Bu yazıyı Dünya Şampiyonasındaki Türkiye - İtalya maçı öncesinde yazıyorum. Turnuva öncesinde herkesin isteği madalyaydı. Milletler Ligi, Avrupa Şampiyonasında altın madalya aldık, olimpiyatlarda tarihimizde ilk kez son dörde kaldık. Sadece Dünya Şampiyonasında madalya eksiğimiz vardı. Şu anda maça çıkmadan önce onu da garantiledik. Bu kadar fedakarlık bu kadar emek sonrasında bu takımın hak ettiği yer kesinlikle şampiyonluk. İtalya, 35 maçlık yenilmezlik serisiyle finale çıkacak. Sonuç ne olursa olsun kızlar şimdiden tarih yazdılar.

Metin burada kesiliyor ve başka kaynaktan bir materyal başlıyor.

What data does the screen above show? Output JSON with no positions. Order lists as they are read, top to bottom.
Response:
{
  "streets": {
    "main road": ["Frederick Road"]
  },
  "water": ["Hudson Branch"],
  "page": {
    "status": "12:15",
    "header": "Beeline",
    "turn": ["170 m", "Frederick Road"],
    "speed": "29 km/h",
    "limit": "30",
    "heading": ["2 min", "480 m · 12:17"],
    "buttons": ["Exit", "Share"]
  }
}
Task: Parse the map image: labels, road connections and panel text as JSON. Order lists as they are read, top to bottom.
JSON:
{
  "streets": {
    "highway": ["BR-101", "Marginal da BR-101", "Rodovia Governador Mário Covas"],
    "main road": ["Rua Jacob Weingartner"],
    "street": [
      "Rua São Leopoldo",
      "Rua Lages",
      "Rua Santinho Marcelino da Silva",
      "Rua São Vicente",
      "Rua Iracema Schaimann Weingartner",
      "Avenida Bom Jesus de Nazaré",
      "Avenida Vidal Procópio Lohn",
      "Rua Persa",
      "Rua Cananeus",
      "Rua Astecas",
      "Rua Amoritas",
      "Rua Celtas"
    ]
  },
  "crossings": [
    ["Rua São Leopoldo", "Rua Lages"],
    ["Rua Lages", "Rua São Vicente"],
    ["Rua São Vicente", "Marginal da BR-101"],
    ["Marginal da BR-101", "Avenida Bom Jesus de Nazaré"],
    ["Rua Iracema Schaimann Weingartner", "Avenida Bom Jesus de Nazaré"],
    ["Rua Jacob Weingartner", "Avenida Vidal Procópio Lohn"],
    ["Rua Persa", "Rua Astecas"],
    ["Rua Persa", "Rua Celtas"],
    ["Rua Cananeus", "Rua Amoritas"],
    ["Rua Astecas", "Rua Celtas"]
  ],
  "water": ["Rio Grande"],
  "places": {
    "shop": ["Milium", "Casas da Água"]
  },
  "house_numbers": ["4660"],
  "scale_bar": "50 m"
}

Neden başlıkta Cumhuriyet tarihinin en başarı takımı dedim, çünkü bu kadar uzun süre uluslararası arenada zirvede kalmış herhangi bir takım yok. 2003 Avrupa ikinciliği ile başlayan o yükseliş hala devam ediyor. Özellikle 2020 sonrası neredeyse katıldığı her turnuvada favoriler arasında gösteriliyor. Bu kadronun kalitesini de oyuncularımıza bakarak anlayabiliriz. As kadrodaki voleybolcularımız, kendi oynadıkları mevkilerinin en elit isimleri arasında yer alıyor.
Tüm bu başarılarının yanı sıra toplumla da kaynaşmasını bildiler. O kadar seviliyorlar ki Aileden biri gibi geliyor çoğu insana. Geçtiğimiz yıllarda bir metro yolculuğunda küçük bir kızın annesiyle olan sohbetine şahit oldum. Annesinin basketbola gidebilirsin sözlerine o küçük kız Evet ama ben voleybolu istiyorum sözleriyle karşılık verdi.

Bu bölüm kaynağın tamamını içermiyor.